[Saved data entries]

***

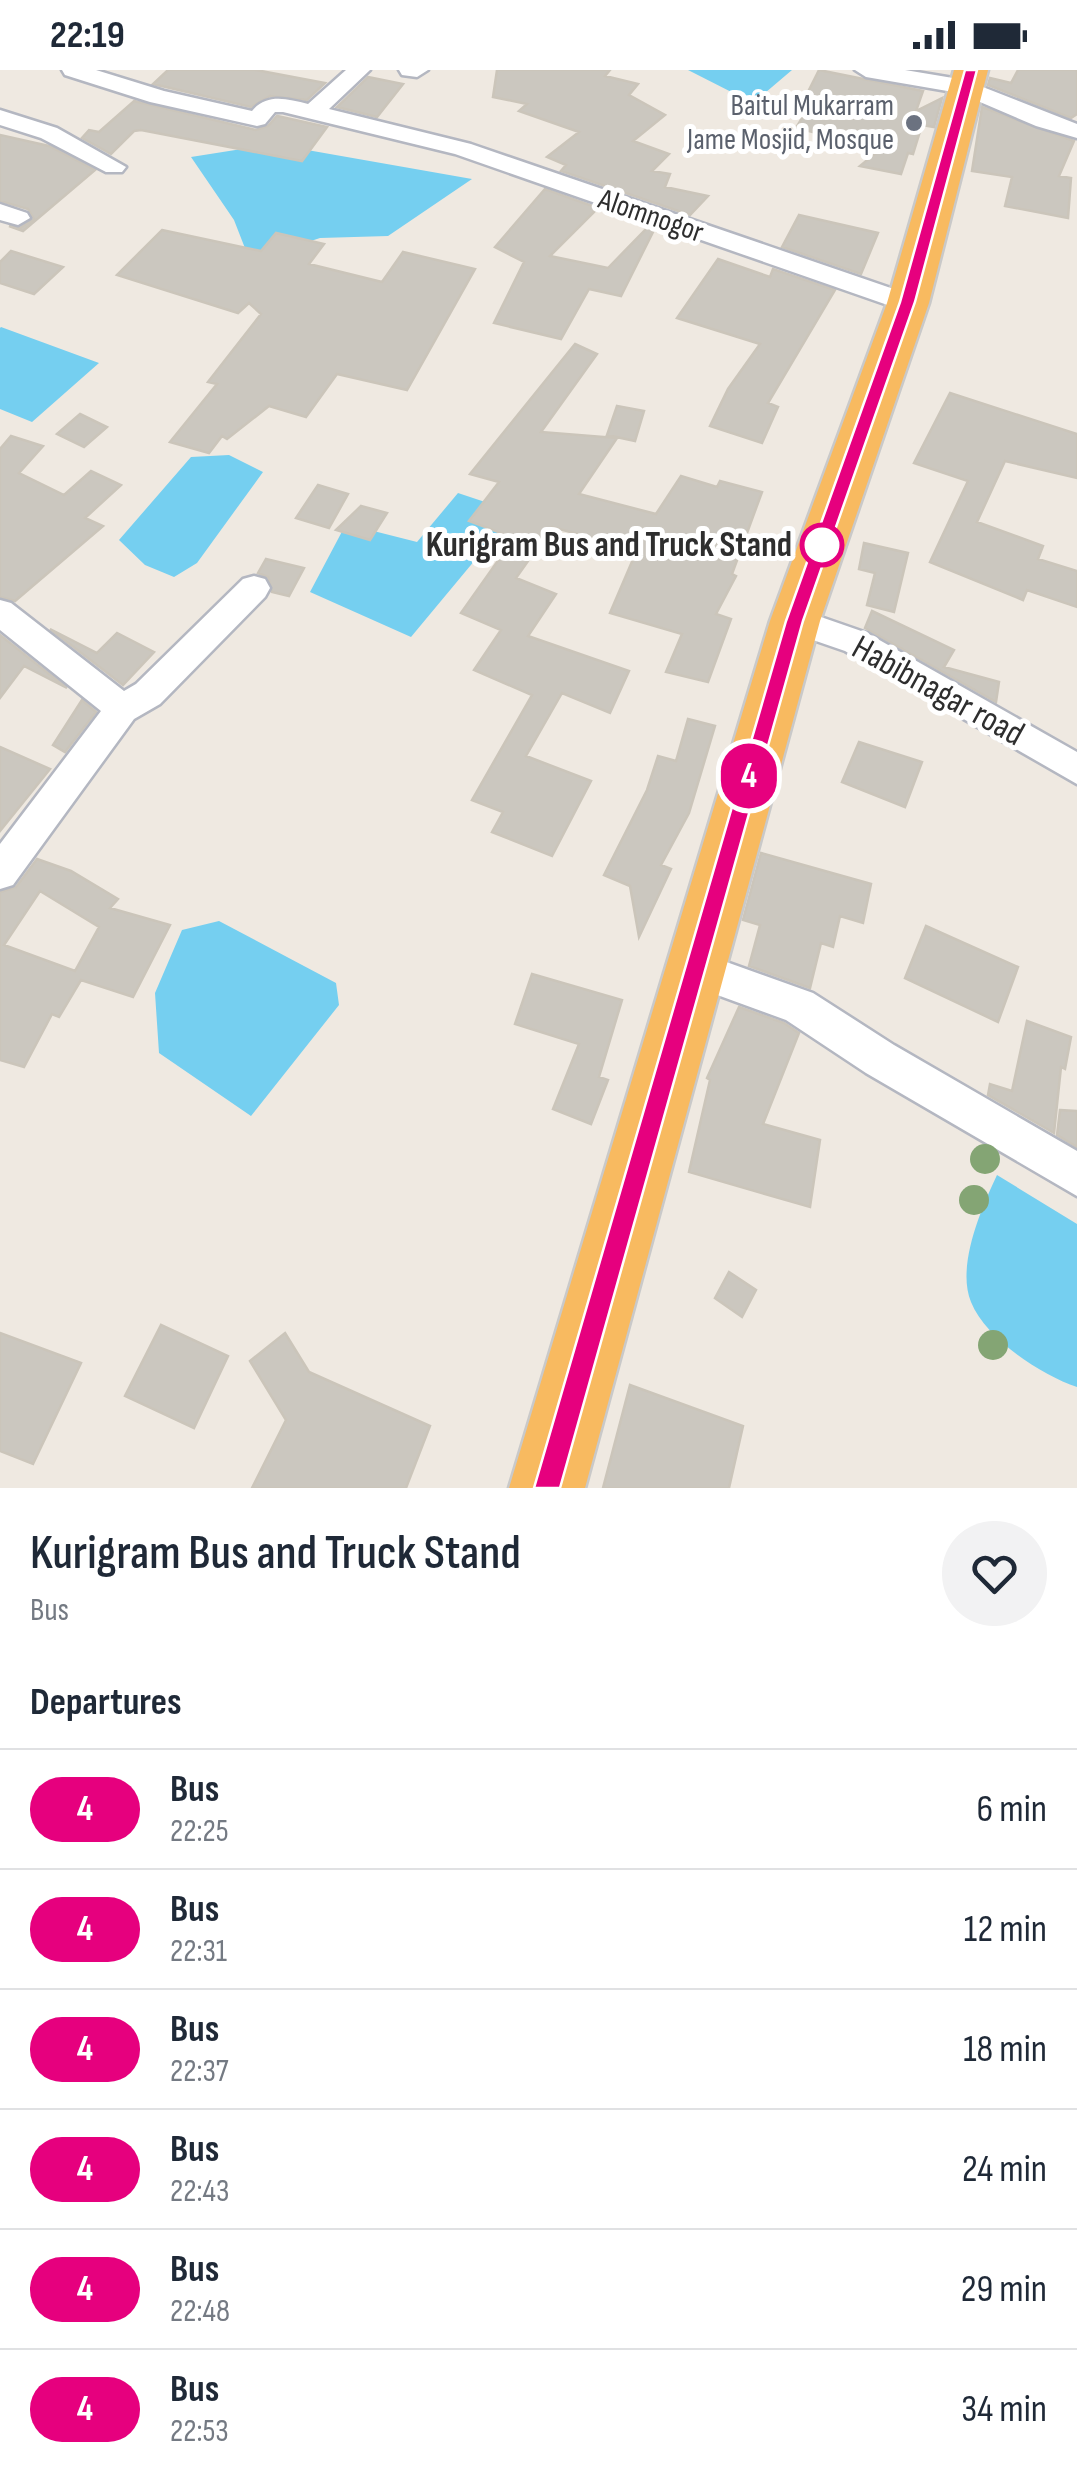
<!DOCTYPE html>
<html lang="en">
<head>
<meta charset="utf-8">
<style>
	:root { --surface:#fff; --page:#f2f2f3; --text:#1f2937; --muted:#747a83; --line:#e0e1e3 }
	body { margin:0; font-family:"Sofia Sans Condensed",sans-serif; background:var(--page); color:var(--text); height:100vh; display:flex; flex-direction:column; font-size:38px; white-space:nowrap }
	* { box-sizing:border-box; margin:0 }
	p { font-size:32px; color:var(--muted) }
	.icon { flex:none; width:55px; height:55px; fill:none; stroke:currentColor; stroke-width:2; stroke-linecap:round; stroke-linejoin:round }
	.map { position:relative; height:1418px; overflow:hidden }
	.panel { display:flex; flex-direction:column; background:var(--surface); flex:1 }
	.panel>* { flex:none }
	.badge { padding:0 20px; border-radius:32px; font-size:35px; line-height:65px }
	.map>.badge { position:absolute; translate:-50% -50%; box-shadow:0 0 0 5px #fff }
	h2 { padding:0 30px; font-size:38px; line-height:90px }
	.round { display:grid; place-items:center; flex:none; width:105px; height:105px; border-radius:52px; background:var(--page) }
	.overview { display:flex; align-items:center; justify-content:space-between; height:170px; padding:0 30px }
	h1 { font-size:48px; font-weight:600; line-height:75px }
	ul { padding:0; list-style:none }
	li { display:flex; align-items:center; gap:30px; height:120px; padding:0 30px; border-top:2px solid var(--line) }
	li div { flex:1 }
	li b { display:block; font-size:38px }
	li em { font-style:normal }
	li .badge { min-width:110px; font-weight:700; text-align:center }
	.status { display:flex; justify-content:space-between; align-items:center; height:70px; padding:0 50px; background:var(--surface); direction:ltr }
	.status svg { height:28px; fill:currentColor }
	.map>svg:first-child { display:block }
</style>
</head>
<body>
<div class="status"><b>22:19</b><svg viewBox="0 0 49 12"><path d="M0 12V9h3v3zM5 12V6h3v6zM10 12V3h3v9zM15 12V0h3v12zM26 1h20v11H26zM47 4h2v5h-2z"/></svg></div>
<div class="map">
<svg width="1077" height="1418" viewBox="0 0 1077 1418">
	<rect width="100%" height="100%" fill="#efe9e1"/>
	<path fill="#75cff0" d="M688 0H792L753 33Z
		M273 74 472 109 388 166 320 168 250 191 234 150 191 87Z
		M0 258 1 257 99 293 32 352 0 339Z
		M229 385 263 402 197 493 174 507 145 495 119 470 191 387Z
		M458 423 515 442 411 567 310 522 346 454 417 472Z
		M219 851 336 913 339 935 251 1046 159 983 155 923 182 860Z
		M997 1105 1077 1154V1317C1041 1305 986 1269 971 1232 956 1196 982 1137 997 1105Z"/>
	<path fill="#cbc7bf" stroke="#cbc5ba" stroke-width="2.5" fill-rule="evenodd" d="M168 0H256L325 13 307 30 270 26 251 37 153 14Z
		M497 0H610L605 6 638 14 629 25 665 45 633 71 669 84 652 101 670 104 665 117 708 126 690 145 561 101 566 95 547 87 579 62 519 41 527 34 493 27Z
		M819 0 923 21 916 41 942 28 934 57 922 55 913 84 908 83 901 104 860 96 882 78 816 66 817 63 796 58 810 35 804 30Z
		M1018 0H1077V44L1071 48 988 15 990 8 1011 13Z
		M368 7 403 14 377 47 337 37Z
		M134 31 256 60 268 56 277 46 327 57 302 91 141 60 134 61 111 84 82 68 89 60 99 62Z
		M982 37 1074 71 1059 106 1071 108 1068 148 1005 136 1012 107 972 101Z
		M0 65 49 76 95 100 23 161 9 156 20 158 34 149 28 139 0 131Z
		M545 119 598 138 550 186 608 198 649 156 655 158 621 226 589 219 561 269 494 253 524 192 495 177Z
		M799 145 878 163 861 204 782 177Z
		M162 160 261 181 276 163 324 174 309 194 382 212 403 182 475 199 407 320 337 304 306 347 269 336 227 369 222 366 209 383 170 372 217 314 208 312 261 244 249 233 238 243 117 205Z
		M11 181 63 197 34 224 0 213V192Z
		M718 189 770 207 773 199 835 220 768 333 778 337 762 373 710 356 728 319 760 274 677 248Z
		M575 274 597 284 541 362 617 368 579 424 656 444 681 406 717 417 720 411 762 422 732 504 736 506 716 544 731 549 708 612 666 602 682 564 610 543 637 480 552 457 516 508 556 524 528 566 629 601 610 643 562 623 526 686 591 711 552 786 492 762 503 742 472 730 532 625 474 600 501 560 461 543 514 468 469 451 499 412 470 404Z
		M950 323 1077 364V408L1005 391 977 452 1043 476 1038 489 1077 501V537L1027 520 1023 530 930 492 968 411 914 393Z
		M617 336 644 341 635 371 607 365Z
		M80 344 107 357 84 377 57 364Z
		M11 366 43 376 19 403 64 425 91 401 121 415 85 448 103 456 15 531 0 527V379Z
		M318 415 348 424 329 458 296 448Z
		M361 436 387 443 370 470 336 460Z
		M864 473 908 483 894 542 867 535 875 503 859 499Z
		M266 489 304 498 289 526 272 522 268 507 258 503Z
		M872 541 954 580 944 597 999 612 996 632 865 558Z
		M50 559 97 583 117 563 154 582 123 615Z
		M0 565 67 618 24 596 0 628Z
		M82 630 96 642 65 682 53 675Z
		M688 649 715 656 689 743 661 795 671 799 639 867 630 816 604 805 647 720 658 686 676 691Z
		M859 672 922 692 905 737 842 712Z
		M0 677 50 699 0 761Z
		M761 783 871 814 863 853 840 846 833 877 821 873 810 918 749 896 760 855 743 850Z
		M37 789 71 801 118 829 110 838 170 855 133 927 81 910 59 947 52 944 24 997 0 990V822L16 817ZM40 821 99 857 75 901 4 875Z
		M926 856 1018 897 998 952 905 908Z
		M532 904 622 930 599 1007 608 1010 591 1054 553 1039 579 974 515 954Z
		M739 937 784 953 799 963 763 1054 820 1070 810 1137 689 1102 710 1010 707 1008Z
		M1027 951 1071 967 1065 999 1061 997 1054 1063 988 1025 990 1014 1012 1021Z
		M1060 1040 1077 1041V1077L1057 1065Z
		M729 1202 756 1220 742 1247 715 1228Z
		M161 1255 228 1286 194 1358 125 1326Z
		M0 1263 81 1293 33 1394 0 1381Z
		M285 1263 309 1302 430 1356 406 1418H252L286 1350 250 1291Z
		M630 1315 743 1356 729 1418H603Z"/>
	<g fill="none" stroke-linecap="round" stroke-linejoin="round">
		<g stroke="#b4b7c1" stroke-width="5">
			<path id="minor" d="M62 0H96L164 21 252 41C267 23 287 29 308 34L346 0H370L329 39 471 74 917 227 921 233 917 239H899L455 84 283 42H275L265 54 257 56 150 32 65 5Z
				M399 0H428L417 7 402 5Z
				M855 0H905L965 10 1077 54V68L1036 56 959 23 866 7Z
				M0 40 57 58 126 97 122 102H106L41 68 0 55Z
				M0 134 27 143 30 148 18 155 0 150Z
				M254 506 265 509 270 518 265 527 160 634 134 649 13 815 0 819V774L101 641 0 560V530L11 533 124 621 136 614 243 509Z
				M795 538 867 563 1077 682V714L845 581 784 560 779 551 784 542Z
				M693 880 813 923 894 975 1077 1081V1126L866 1003 786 950 679 911 674 898 679 885Z"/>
		</g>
		<g stroke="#c9c9c9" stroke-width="5">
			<path id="trunk" d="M954 0H988L929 233 820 551 585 1418H509L770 551 887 233Z"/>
		</g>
		<use href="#minor" fill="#fff" fill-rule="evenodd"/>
		<use href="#trunk" fill="#f8ba60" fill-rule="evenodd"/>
	</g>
	<g fill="#84a574">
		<circle cx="985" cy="1089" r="15"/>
		<circle cx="974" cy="1130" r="15"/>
		<circle cx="993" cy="1275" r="15"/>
	</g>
	<path fill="#e6007e" stroke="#fff" stroke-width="2.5" d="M965 0H977L915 232 803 551 560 1418H534L786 551 900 232Z"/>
	<circle fill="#6b7280" stroke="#fff" stroke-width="4" cx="914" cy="53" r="10"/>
	<circle fill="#fff" stroke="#e6007e" stroke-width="5" cx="822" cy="475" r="20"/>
	<g text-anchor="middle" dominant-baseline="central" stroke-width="10" stroke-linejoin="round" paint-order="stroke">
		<g font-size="30" fill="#5b616d" stroke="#fff" text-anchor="end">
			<text x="894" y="36">Baitul Mukarram<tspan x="894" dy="34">Jame Mosjid, Mosque</tspan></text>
		</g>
		<g font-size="30" fill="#2e2e2e" stroke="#fff">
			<text transform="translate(651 146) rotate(19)">Alomnogor</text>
		</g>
		<g font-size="35" font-weight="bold" fill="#2e2e2e" stroke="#fff" text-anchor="end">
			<text x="792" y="475">Kurigram Bus and Truck Stand</text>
		</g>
		<g font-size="35" fill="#2e2e2e" stroke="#fff">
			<text transform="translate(938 621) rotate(29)">Habibnagar road</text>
		</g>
	</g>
</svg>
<b class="badge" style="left:749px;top:706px;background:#e6007e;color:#fff">4</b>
</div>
<section class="panel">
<div class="overview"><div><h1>Kurigram Bus and Truck Stand</h1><p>Bus</p></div><a class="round"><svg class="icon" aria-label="heart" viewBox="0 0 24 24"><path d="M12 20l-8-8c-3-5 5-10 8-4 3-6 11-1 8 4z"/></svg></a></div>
<h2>Departures</h2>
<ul>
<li><span class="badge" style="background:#e6007e;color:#fff">4</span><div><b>Bus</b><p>22:25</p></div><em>6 min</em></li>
<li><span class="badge" style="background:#e6007e;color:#fff">4</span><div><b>Bus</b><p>22:31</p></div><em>12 min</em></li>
<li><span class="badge" style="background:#e6007e;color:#fff">4</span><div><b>Bus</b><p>22:37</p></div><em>18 min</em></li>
<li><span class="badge" style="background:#e6007e;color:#fff">4</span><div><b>Bus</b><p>22:43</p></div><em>24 min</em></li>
<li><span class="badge" style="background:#e6007e;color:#fff">4</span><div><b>Bus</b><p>22:48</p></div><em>29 min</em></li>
<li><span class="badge" style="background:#e6007e;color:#fff">4</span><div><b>Bus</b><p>22:53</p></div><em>34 min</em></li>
</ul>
</section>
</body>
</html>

***

[Exercise aim]:
Based on the records above, count the lines in which "linecap" occurs and provide only the number.

[Response box]:
2